Deep-MI/LaPy

Orthonormal eigenvectors

sina-mansour opened this issue · 1 comments

Question/Support Request

Hi,

I'm using Lapy to generate Laplace Beltrami Operators of a surface mesh.

In my experience, the eigenvectors generated by lapy.solver.Solver(mesh).eigs are neither orthogonal, nor unit norm vectors. I wanted to check if this is expected behavior? Given that the mesh structure is a symmetric matrix, should the eigenvectors be orthonormal?

Screenshots

Here's a heatmap of the dot product of pairs of eigenvectors for the first 20 eigenvectors:

image

And here's what other tools (like numpy.linalg.eigs) would generate. Note that for orthonormal eigenvectors, the dot products on the diagonal are all one (because of the unit norm) and off-diagonal values are all zero (because of orthogonality).
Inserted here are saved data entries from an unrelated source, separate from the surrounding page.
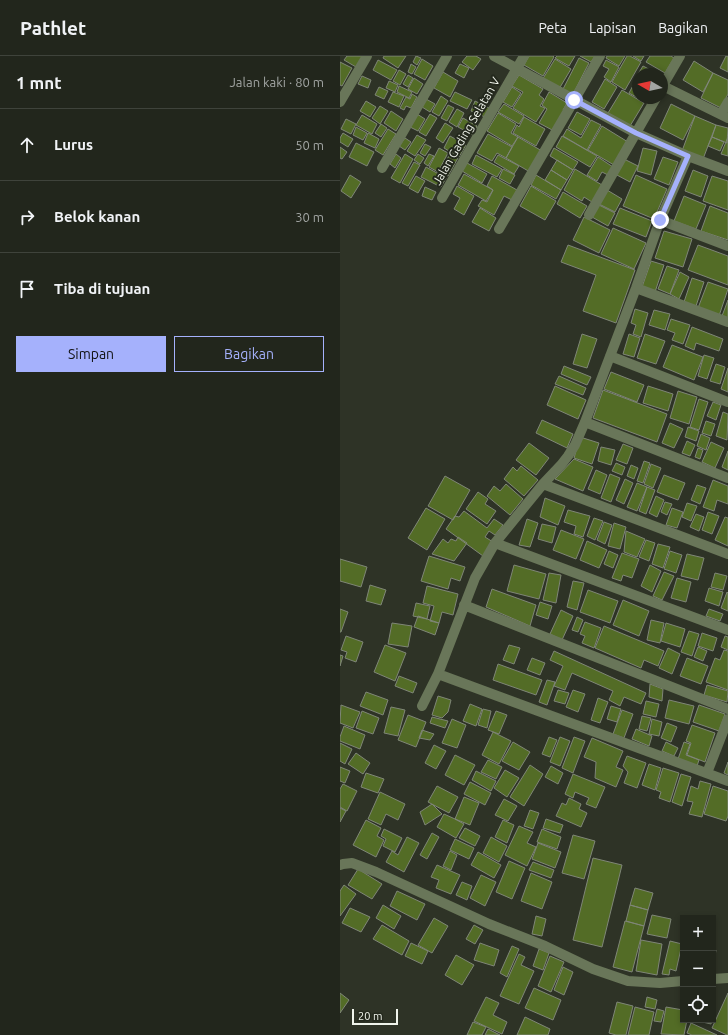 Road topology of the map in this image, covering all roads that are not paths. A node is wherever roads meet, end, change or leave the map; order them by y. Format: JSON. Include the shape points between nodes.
{"nodes":[{"id":1,"x":367,"y":56,"type":"edge"},
{"id":2,"x":447,"y":56,"type":"edge"},
{"id":3,"x":494,"y":56,"type":"edge"},
{"id":4,"x":524,"y":56,"type":"edge"},
{"id":5,"x":600,"y":56,"type":"edge"},
{"id":6,"x":680,"y":56,"type":"edge"},
{"id":7,"x":517,"y":69,"type":"junction"},
{"id":8,"x":668,"y":77,"type":"edge"},
{"id":9,"x":668,"y":90,"type":"edge"},
{"id":10,"x":574,"y":100,"type":"junction"},
{"id":11,"x":340,"y":102,"type":"edge"},
{"id":12,"x":728,"y":102,"type":"edge"},
{"id":13,"x":653,"y":104,"type":"edge"},
{"id":14,"x":724,"y":116,"type":"edge"},
{"id":15,"x":636,"y":133,"type":"junction"},
{"id":16,"x":688,"y":156,"type":"junction"},
{"id":17,"x":382,"y":168,"type":"dead end"},
{"id":18,"x":728,"y":171,"type":"edge"},
{"id":19,"x":442,"y":198,"type":"dead end"},
{"id":20,"x":589,"y":215,"type":"dead end"},
{"id":21,"x":660,"y":220,"type":"junction"},
{"id":22,"x":499,"y":229,"type":"dead end"},
{"id":23,"x":728,"y":246,"type":"edge"},
{"id":24,"x":636,"y":288,"type":"junction"},
{"id":25,"x":728,"y":322,"type":"edge"},
{"id":26,"x":610,"y":356,"type":"junction"},
{"id":27,"x":728,"y":402,"type":"edge"},
{"id":28,"x":585,"y":422,"type":"junction"},
{"id":29,"x":728,"y":478,"type":"edge"},
{"id":30,"x":543,"y":484,"type":"junction"},
{"id":31,"x":495,"y":543,"type":"junction"},
{"id":32,"x":728,"y":554,"type":"edge"},
{"id":33,"x":464,"y":605,"type":"junction"},
{"id":34,"x":728,"y":630,"type":"edge"},
{"id":35,"x":438,"y":674,"type":"junction"},
{"id":36,"x":422,"y":706,"type":"dead end"},
{"id":37,"x":728,"y":709,"type":"edge"},
{"id":38,"x":728,"y":719,"type":"edge"},
{"id":39,"x":707,"y":773,"type":"junction"},
{"id":40,"x":728,"y":781,"type":"edge"},
{"id":41,"x":340,"y":866,"type":"edge"},
{"id":42,"x":728,"y":978,"type":"edge"},
{"id":43,"x":716,"y":979,"type":"edge"},
{"id":44,"x":680,"y":981,"type":"edge"}],
"edges":[{"from":1,"to":11,"type":"street"},
{"from":2,"to":17,"type":"street"},
{"from":3,"to":7,"type":"street"},
{"from":4,"to":7,"type":"street","name":"Jalan Gading Selatan V"},
{"from":5,"to":10,"type":"street"},
{"from":6,"to":8,"type":"street"},
{"from":7,"to":10,"type":"street"},
{"from":7,"to":19,"type":"street","name":"Jalan Gading Selatan V"},
{"from":9,"to":14,"type":"street"},
{"from":10,"to":15,"type":"street"},
{"from":10,"to":22,"type":"street"},
{"from":12,"to":14,"type":"street"},
{"from":13,"to":15,"type":"street"},
{"from":15,"to":16,"type":"street"},
{"from":15,"to":20,"type":"street"},
{"from":16,"to":18,"type":"street"},
{"from":16,"to":21,"type":"street"},
{"from":21,"to":23,"type":"street"},
{"from":21,"to":24,"type":"street"},
{"from":24,"to":25,"type":"street"},
{"from":24,"to":26,"type":"street"},
{"from":26,"to":27,"type":"street"},
{"from":26,"to":28,"type":"street"},
{"from":28,"to":29,"type":"street"},
{"from":28,"to":30,"type":"street","via":[[568,456]]},
{"from":30,"to":31,"type":"street"},
{"from":30,"to":32,"type":"street"},
{"from":31,"to":33,"type":"street","via":[[475,578]]},
{"from":31,"to":34,"type":"street"},
{"from":33,"to":35,"type":"street"},
{"from":33,"to":37,"type":"street"},
{"from":35,"to":36,"type":"street"},
{"from":35,"to":39,"type":"street"},
{"from":38,"to":39,"type":"street"},
{"from":39,"to":40,"type":"street"},
{"from":41,"to":44,"type":"street","via":[[352,863],[376,872],[593,969],[628,981]]},
{"from":42,"to":43,"type":"street"}]} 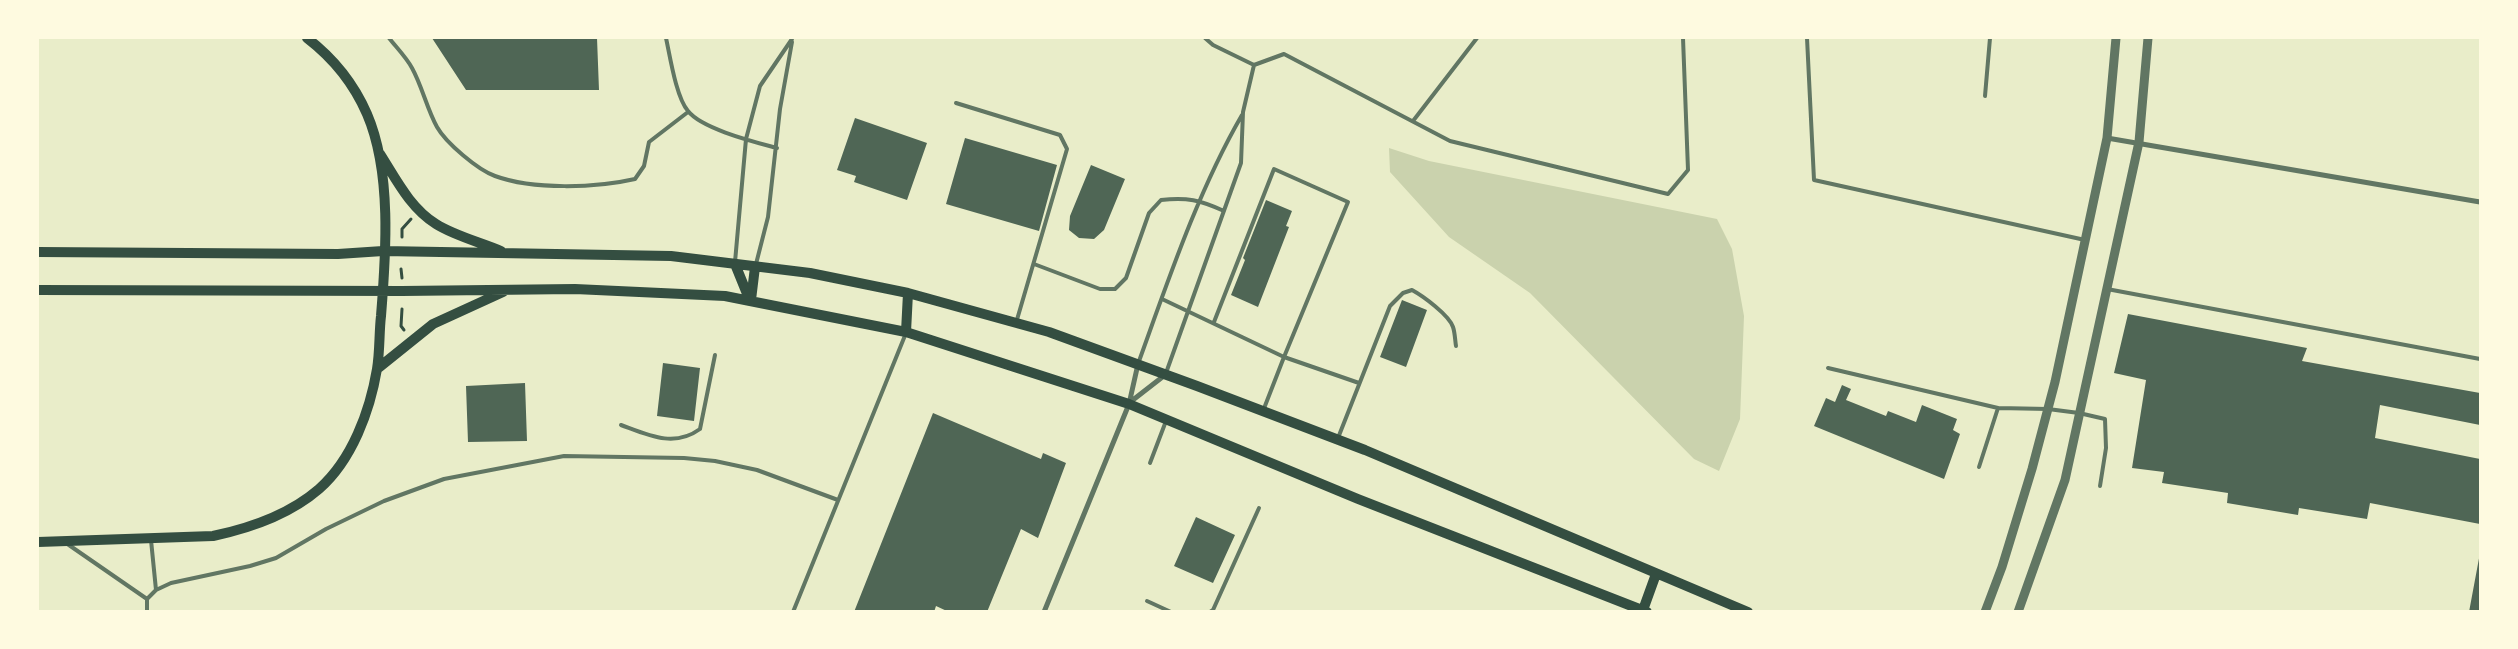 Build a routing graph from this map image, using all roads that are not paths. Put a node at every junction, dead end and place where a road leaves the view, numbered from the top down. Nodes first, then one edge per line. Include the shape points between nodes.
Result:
1 (307, 38) edge
2 (389, 38) edge
3 (666, 38) edge
4 (792, 38) edge
5 (1205, 38) edge
6 (1477, 38) edge
7 (1683, 38) edge
8 (1807, 38) edge
9 (1990, 38) edge
10 (2116, 38) edge
11 (2148, 38) edge
12 (1254, 65) junction
13 (1985, 96) dead end
14 (956, 103) dead end
15 (688, 112) junction
16 (1243, 112) junction
17 (1413, 121) junction
18 (2108, 138) junction
19 (746, 139) junction
20 (2139, 142) junction
21 (777, 148) junction
22 (378, 151) junction
23 (1202, 201) junction
24 (2480, 202) edge
25 (1224, 211) junction
26 (2085, 240) junction
27 (384, 251) junction
28 (38, 252) edge
29 (506, 254) junction
30 (735, 264) junction
31 (1034, 264) junction
32 (755, 267) junction
33 (508, 289) junction
34 (2107, 289) junction
35 (38, 290) edge
36 (383, 291) junction
37 (908, 293) junction
38 (1162, 299) junction
39 (750, 301) junction
40 (1189, 310) junction
41 (1214, 322) junction
42 (1016, 323) junction
43 (906, 332) junction
44 (1456, 346) dead end
45 (715, 355) dead end
46 (1284, 357) junction
47 (2480, 359) edge
48 (1138, 364) junction
49 (1828, 368) dead end
50 (377, 369) junction
51 (1165, 375) junction
52 (1359, 383) junction
53 (1129, 404) junction
54 (1998, 408) junction
55 (2048, 409) junction
56 (1262, 411) junction
57 (2079, 413) junction
58 (1167, 419) junction
59 (621, 425) dead end
60 (1337, 440) junction
61 (1150, 463) dead end
62 (1979, 467) dead end
63 (2100, 486) dead end
64 (838, 500) junction
65 (1259, 508) dead end
66 (150, 538) junction
67 (63, 541) junction
68 (38, 542) edge
69 (1656, 574) junction
70 (156, 590) junction
71 (146, 599) junction
72 (1147, 601) dead end
73 (1644, 611) edge
74 (147, 612) edge
75 (793, 612) edge
76 (1044, 612) edge
77 (1171, 612) edge
78 (1210, 612) edge
79 (1748, 612) edge
80 (1984, 612) edge
81 (2018, 612) edge

1 - 22 main road via 352,85 367,114
2 - 15 lane via 412,67 443,136 472,162 494,176 544,184 612,184 635,180 644,166 648,142
3 - 15 lane via 676,84
4 - 19 lane via 760,86
4 - 21 lane
5 - 12 lane
6 - 17 lane
7 - 17 lane via 1688,170 1668,194 1450,141
8 - 26 lane via 1814,180
9 - 13 lane
10 - 18 street
11 - 20 street
12 - 16 lane
12 - 17 lane via 1284,54
14 - 31 lane via 1060,135 1067,149
15 - 19 lane via 717,130
16 - 23 lane via 1218,156
16 - 25 lane via 1241,164
18 - 20 street
18 - 26 street
19 - 21 lane
19 - 30 lane
20 - 24 street
20 - 34 street
21 - 32 lane via 768,217
22 - 27 main road via 384,194
22 - 29 main road via 406,195 436,225
23 - 25 lane
23 - 31 lane via 1161,200 1149,213 1126,278 1115,289 1100,289
23 - 38 lane
25 - 40 lane
26 - 55 street
27 - 28 main road via 338,254
27 - 29 main road
27 - 36 main road
29 - 30 main road via 671,256
30 - 32 main road
30 - 39 main road
31 - 42 lane
32 - 37 main road via 810,273
32 - 39 main road
33 - 36 main road
33 - 39 main road via 725,296
33 - 50 main road via 433,324
34 - 47 lane
34 - 57 street
35 - 36 main road
36 - 50 main road
37 - 42 main road
37 - 43 main road
38 - 40 lane
38 - 48 lane
39 - 43 main road
40 - 41 lane
40 - 51 lane
41 - 46 lane
41 - 46 lane via 1274,169 1348,202
42 - 48 main road
43 - 53 main road
43 - 64 lane
44 - 52 lane via 1453,326 1446,318 1412,290 1403,293 1390,306
45 - 59 lane via 700,429 688,437 673,440 650,436
46 - 52 lane
46 - 56 lane
48 - 51 main road
48 - 53 street
49 - 54 lane
50 - 66 main road via 364,419 352,446 320,489 269,520 236,531 213,536
51 - 53 street
51 - 56 main road
52 - 60 lane
53 - 58 main road
53 - 76 street
54 - 55 lane
54 - 62 lane
55 - 57 lane
55 - 80 street via 1997,584
56 - 60 main road
57 - 63 lane via 2105,419 2106,448
57 - 81 street via 2065,480
58 - 61 lane
58 - 73 main road via 1358,499
60 - 69 main road
64 - 70 lane via 758,470 715,461 564,456 444,479 384,501 276,558 172,583
64 - 75 lane
65 - 78 lane
66 - 67 main road
66 - 70 lane
67 - 68 main road
67 - 71 lane
69 - 73 main road
69 - 79 main road
70 - 71 lane
71 - 74 lane
72 - 77 lane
I think the Lapy eigenvectors should have ideally been orthonormal too:

image

Environment

  • LaPy Version: Latest (as of June 2023)
  • OS: Ubuntu

Hi,
this is a generalised eigenvalue problem A x=lambda B x (see https://en.wikipedia.org/wiki/Eigendecomposition_of_a_matrix#Generalized_eigenvalue_problem ) and the eigenvectors will be B-orthonormal: x1^t B x2 = 0 ...